Les conditions pour accéder aux aides
Quatre prérequis reviennent presque systématiquement :
- Avoir une structure — association ou société. C’est obligatoire pour la plupart des aides.
- Un minimum de production — souvent 5 titres enregistrés ou 20 minutes.
- Respecter les règles professionnelles — payer les musiciens, déclarer les œuvres, respecter les conventions collectives. Point souvent bloquant pour les débutants.
- Un budget structuré — pas de subvention sans budget. Même en produisant chez toi, tu peux valoriser ton home-studio.
L’erreur principale des artistes (et comment l’éviter)
❌ Faire le projet… puis chercher des aides.
✔️ Faire les demandes avant la production, idéalement 6 à 18 mois en amont, avec un rétroplanning précis. Sortir trop vite sa musique, c’est perdre des aides, de la qualité et des opportunités.
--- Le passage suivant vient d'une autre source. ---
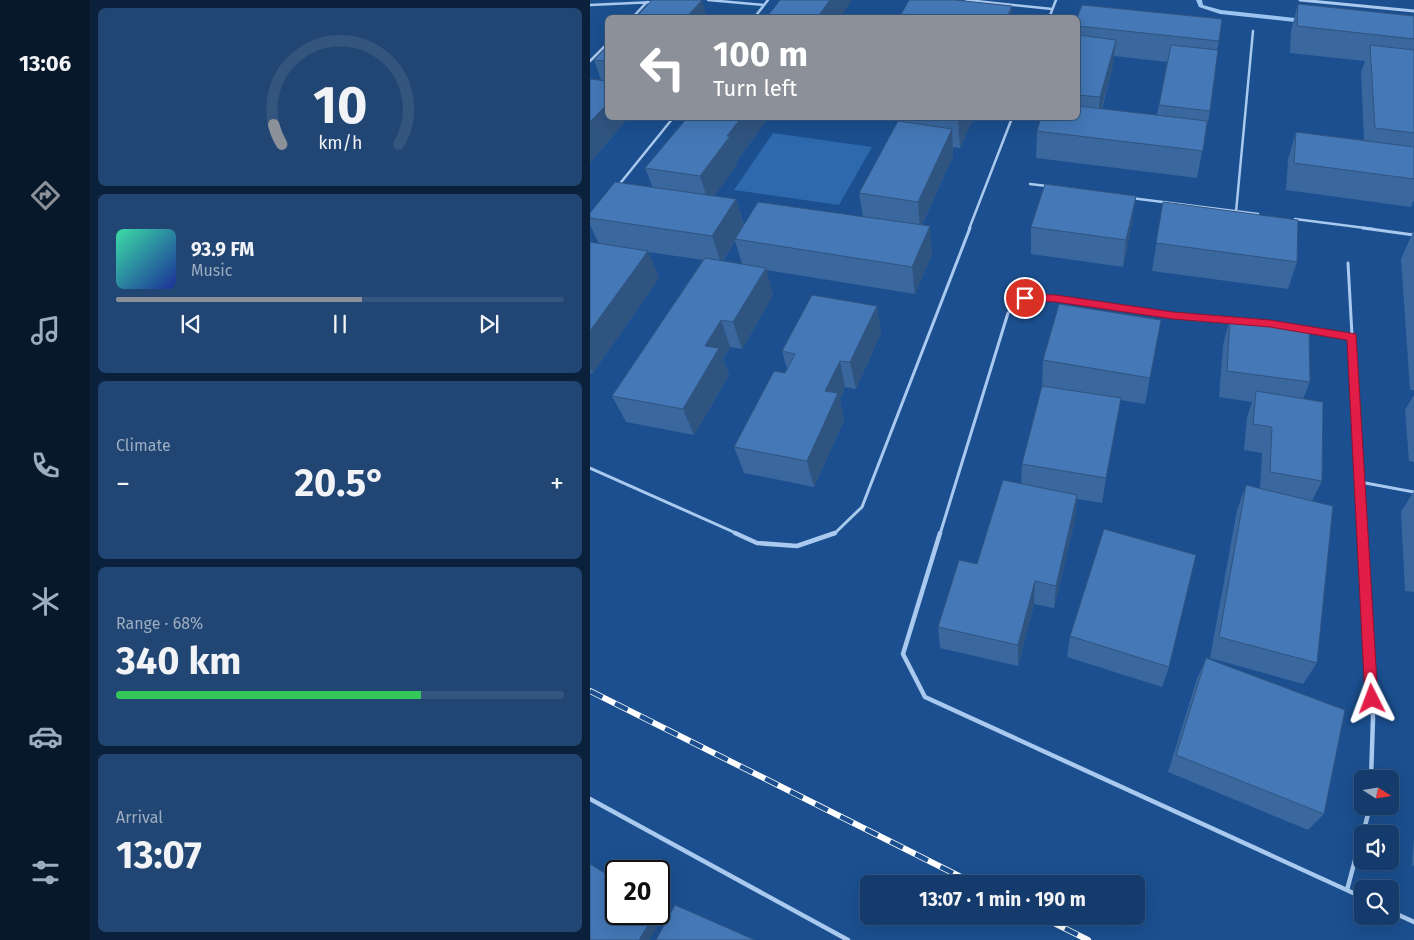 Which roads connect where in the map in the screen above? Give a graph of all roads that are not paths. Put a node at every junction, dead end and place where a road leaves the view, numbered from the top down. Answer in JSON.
{"nodes":[{"id":1,"x":658,"y":0,"type":"edge"},
{"id":2,"x":708,"y":0,"type":"edge"},
{"id":3,"x":768,"y":0,"type":"edge"},
{"id":4,"x":966,"y":0,"type":"edge"},
{"id":5,"x":1056,"y":0,"type":"edge"},
{"id":6,"x":1300,"y":0,"type":"edge"},
{"id":7,"x":1346,"y":0,"type":"edge"},
{"id":8,"x":647,"y":2,"type":"junction"},
{"id":9,"x":764,"y":5,"type":"junction"},
{"id":10,"x":1346,"y":5,"type":"junction"},
{"id":11,"x":590,"y":6,"type":"edge"},
{"id":12,"x":1052,"y":9,"type":"junction"},
{"id":13,"x":1414,"y":11,"type":"edge"},
{"id":14,"x":635,"y":15,"type":"edge"},
{"id":15,"x":756,"y":15,"type":"edge"},
{"id":16,"x":1050,"y":15,"type":"edge"},
{"id":17,"x":1253,"y":32,"type":"dead end"},
{"id":18,"x":605,"y":45,"type":"edge"},
{"id":19,"x":590,"y":60,"type":"edge"},
{"id":20,"x":672,"y":120,"type":"edge"},
{"id":21,"x":1011,"y":120,"type":"edge"},
{"id":22,"x":1030,"y":184,"type":"dead end"},
{"id":23,"x":1050,"y":186,"type":"edge"},
{"id":24,"x":614,"y":192,"type":"edge"},
{"id":25,"x":1128,"y":197,"type":"edge"},
{"id":26,"x":1236,"y":212,"type":"junction"},
{"id":27,"x":1266,"y":216,"type":"edge"},
{"id":28,"x":1286,"y":218,"type":"edge"},
{"id":29,"x":1414,"y":235,"type":"edge"},
{"id":30,"x":1348,"y":263,"type":"dead end"},
{"id":31,"x":1241,"y":321,"type":"edge"},
{"id":32,"x":1298,"y":328,"type":"edge"},
{"id":33,"x":1352,"y":337,"type":"junction"},
{"id":34,"x":590,"y":468,"type":"edge"},
{"id":35,"x":1360,"y":482,"type":"junction"},
{"id":36,"x":1414,"y":492,"type":"edge"},
{"id":37,"x":1371,"y":770,"type":"edge"},
{"id":38,"x":590,"y":800,"type":"edge"},
{"id":39,"x":1354,"y":868,"type":"edge"},
{"id":40,"x":1348,"y":890,"type":"junction"},
{"id":41,"x":1354,"y":893,"type":"edge"},
{"id":42,"x":1399,"y":915,"type":"edge"},
{"id":43,"x":1414,"y":922,"type":"edge"},
{"id":44,"x":848,"y":940,"type":"edge"}],
"edges":[{"from":1,"to":8,"type":"lane"},
{"from":2,"to":9,"type":"lane"},
{"from":3,"to":9,"type":"lane"},
{"from":4,"to":12,"type":"lane"},
{"from":5,"to":12,"type":"lane"},
{"from":6,"to":10,"type":"street"},
{"from":7,"to":10,"type":"street"},
{"from":8,"to":11,"type":"lane"},
{"from":8,"to":14,"type":"lane"},
{"from":9,"to":15,"type":"lane"},
{"from":10,"to":13,"type":"street"},
{"from":12,"to":16,"type":"lane"},
{"from":17,"to":26,"type":"lane"},
{"from":18,"to":19,"type":"lane"},
{"from":20,"to":24,"type":"lane"},
{"from":21,"to":34,"type":"lane"},
{"from":22,"to":23,"type":"lane"},
{"from":25,"to":26,"type":"lane"},
{"from":26,"to":27,"type":"lane"},
{"from":28,"to":29,"type":"lane"},
{"from":30,"to":33,"type":"lane"},
{"from":31,"to":40,"type":"lane"},
{"from":32,"to":33,"type":"lane"},
{"from":33,"to":35,"type":"lane"},
{"from":35,"to":36,"type":"lane"},
{"from":35,"to":37,"type":"lane"},
{"from":38,"to":44,"type":"lane"},
{"from":39,"to":40,"type":"lane"},
{"from":40,"to":41,"type":"lane"},
{"from":42,"to":43,"type":"lane"}]}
Qui touche quoi ? Le tableau récapitulatif
| Rôle | Organisme | Type de droit / aide |
|---|---|---|
| Auteur / compositeur | SACEM | Droits d’auteur + aides à la création |
| Producteur (master) | SPPF / SCPP | Droits voisins + aides à la production |
| Artiste interprète principal | ADAMI | Droits voisins + aide à l’artiste producteur |
| Musicien secondaire / session | SPEDIDAM | Droits voisins + aides à la création |
| Tous projets (public) | CNM | Production, édition, live, développement |
👉 Un même artiste peut cumuler plusieurs rôles — et donc plusieurs sources d’aides.
Se faire accompagner ou financer la création : nos ressources
TEMPO documente l’écosystème du financement à travers des rencontres avec celles et ceux qui le font vivre, et des guides pratiques sur chaque dispositif :
- 🎙️ Valérie Thieulent (SPPF) — au cœur du soutien à la création et des labels indépendants.
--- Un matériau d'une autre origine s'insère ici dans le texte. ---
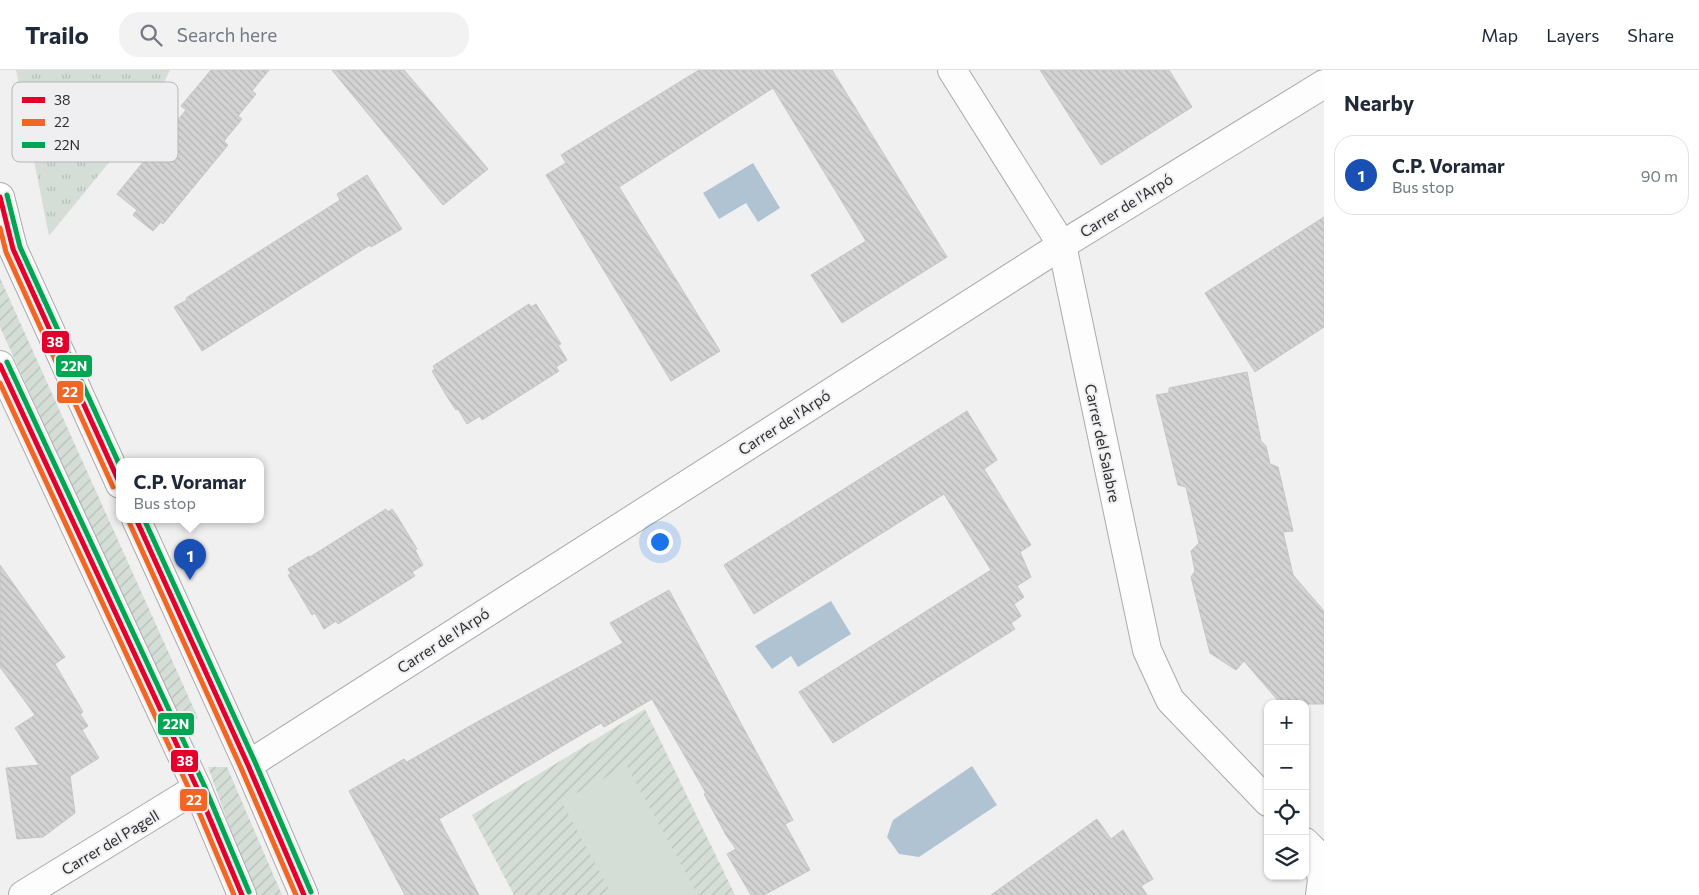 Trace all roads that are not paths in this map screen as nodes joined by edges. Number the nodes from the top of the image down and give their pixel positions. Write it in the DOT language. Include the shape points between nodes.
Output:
graph roads {
  1 [pos="952,70"];
  2 [pos="1324,84"];
  3 [pos="0,197"];
  4 [pos="1062,245"];
  5 [pos="0,365"];
  6 [pos="116,475"];
  7 [pos="138,523"];
  8 [pos="248,765"];
  9 [pos="197,788"];
  10 [pos="1264,798"];
  11 [pos="1315,851"];
  12 [pos="23,895"];
  13 [pos="242,895"];
  14 [pos="304,895"];
  15 [pos="1320,895"];
  1 -- 4 [label="street, Carrer del Salabre"];
  2 -- 4 [label="street, Carrer de l'Arpó"];
  3 -- 6 [label="street" via="13,249"];
  4 -- 8 [label="street, Carrer de l'Arpó"];
  4 -- 10 [label="street, Carrer del Salabre" via="1147,650 1170,700"];
  5 -- 9 [label="street"];
  7 -- 8 [label="street"];
  8 -- 14 [label="street"];
  9 -- 12 [label="street, Carrer del Pagell"];
  9 -- 13 [label="street"];
  11 -- 15 [label="street" via="1322,880"];
}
- 📑 Les dispositifs d’accompagnement musical — le guide complet pour les artistes indépendants.
- 💸 L’aide à l’autoproduction de la SACEM, le FONPEPS et le FAIR — décryptés un par un.
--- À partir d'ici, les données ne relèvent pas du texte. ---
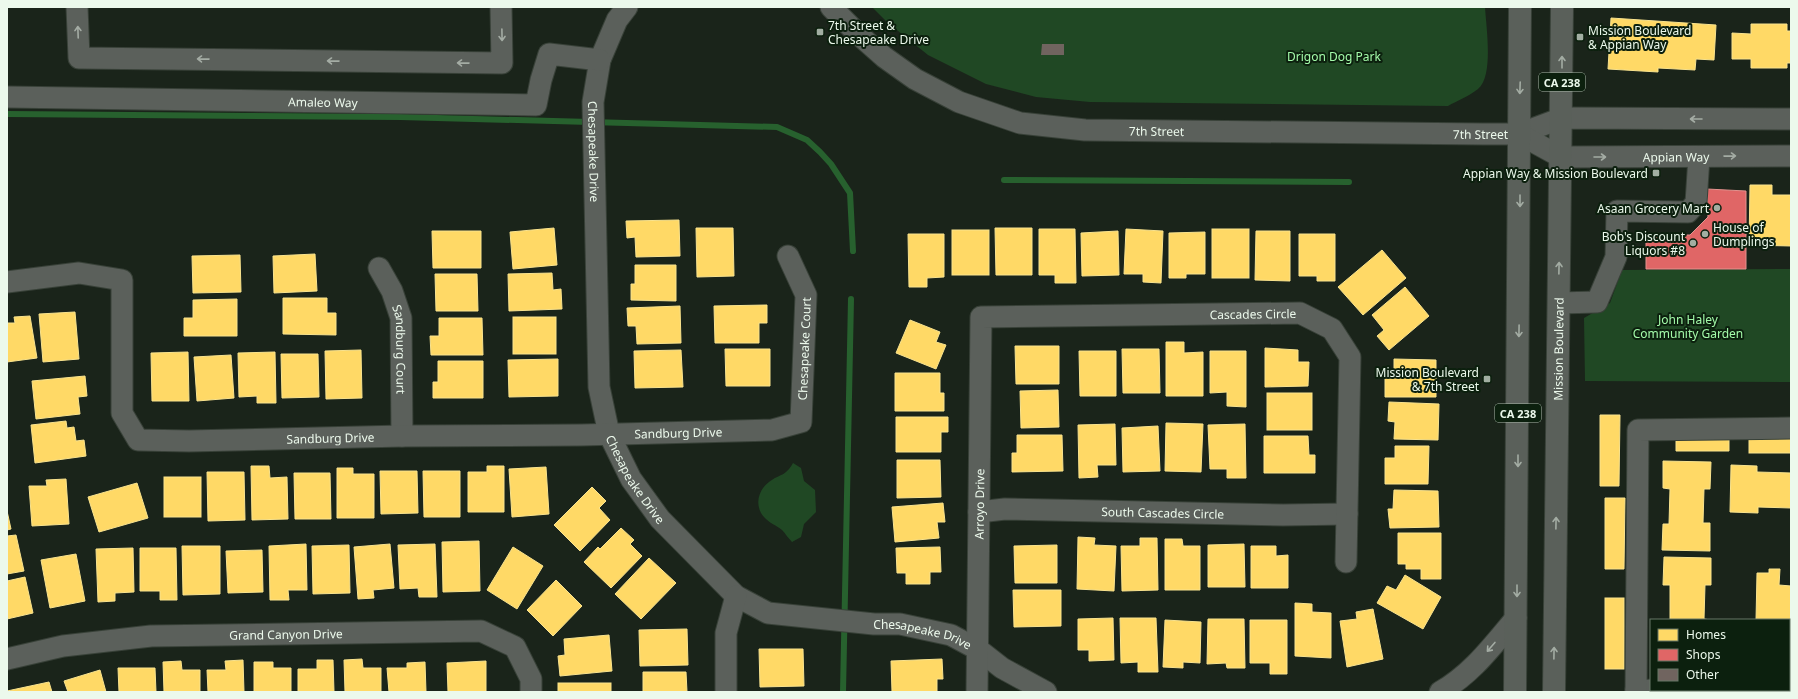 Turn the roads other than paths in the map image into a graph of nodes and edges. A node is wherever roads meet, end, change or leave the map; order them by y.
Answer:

- 🎓 Tu cherches plutôt à financer une formation ? Voir financer sa formation music business (AFDAS, France Travail, AGEFICE, FIF-PL).
Les aides : une logique de donnant-donnant
Contrairement à une idée reçue, ce n’est pas « de l’argent gratuit » : c’est un investissement, basé sur des critères, avec des exigences professionnelles. Aujourd’hui, un artiste structuré peut financer ses projets, rester indépendant et construire une carrière durable — à condition de faire preuve de rigueur, d’anticipation et de bien comprendre l’écosystème.
Questions fréquentes
Peut-on obtenir des aides en tant qu’artiste indépendant ?
Oui, mais uniquement via une structure (association loi 1901 ou société). Une personne physique ou un micro-entrepreneur n’y a pas accès.
Quelles sont les principales aides à la musique en France ?
L’aide à l’autoproduction de la SACEM, l’aide à l’artiste producteur de l’ADAMI, les aides à la production de la SCPP/SPPF et les aides du CNM (production, édition, live). Le FONPEPS et le FAIR complètent le dispositif.
Combien peut-on obtenir ?
Les aides cofinancent un projet, rarement à 100 %. Selon les cas, elles peuvent couvrir jusqu’à environ la moitié du budget.
Faut-il une association ou une société ?
L’association loi 1901 suffit pour accéder à presque toutes les aides. La société ne devient utile que pour le crédit d’impôt phonographique et le fonds PEPS studio (ADEP).
Combien de fonds propres faut-il prévoir ?
Environ 5 000 à 8 000 € pour monter un dossier crédible sur un EP, les organismes intervenant en cofinancement.
Quand faut-il faire les demandes ?
Toujours avant la production, idéalement 6 à 18 mois en amont — sauf l’aide à l’autoproduction SACEM, qui se demande après la sortie.
Passe de la théorie au financement
Identifie les aides faites pour ton projet et monte un dossier qui aboutit, accompagné pas à pas.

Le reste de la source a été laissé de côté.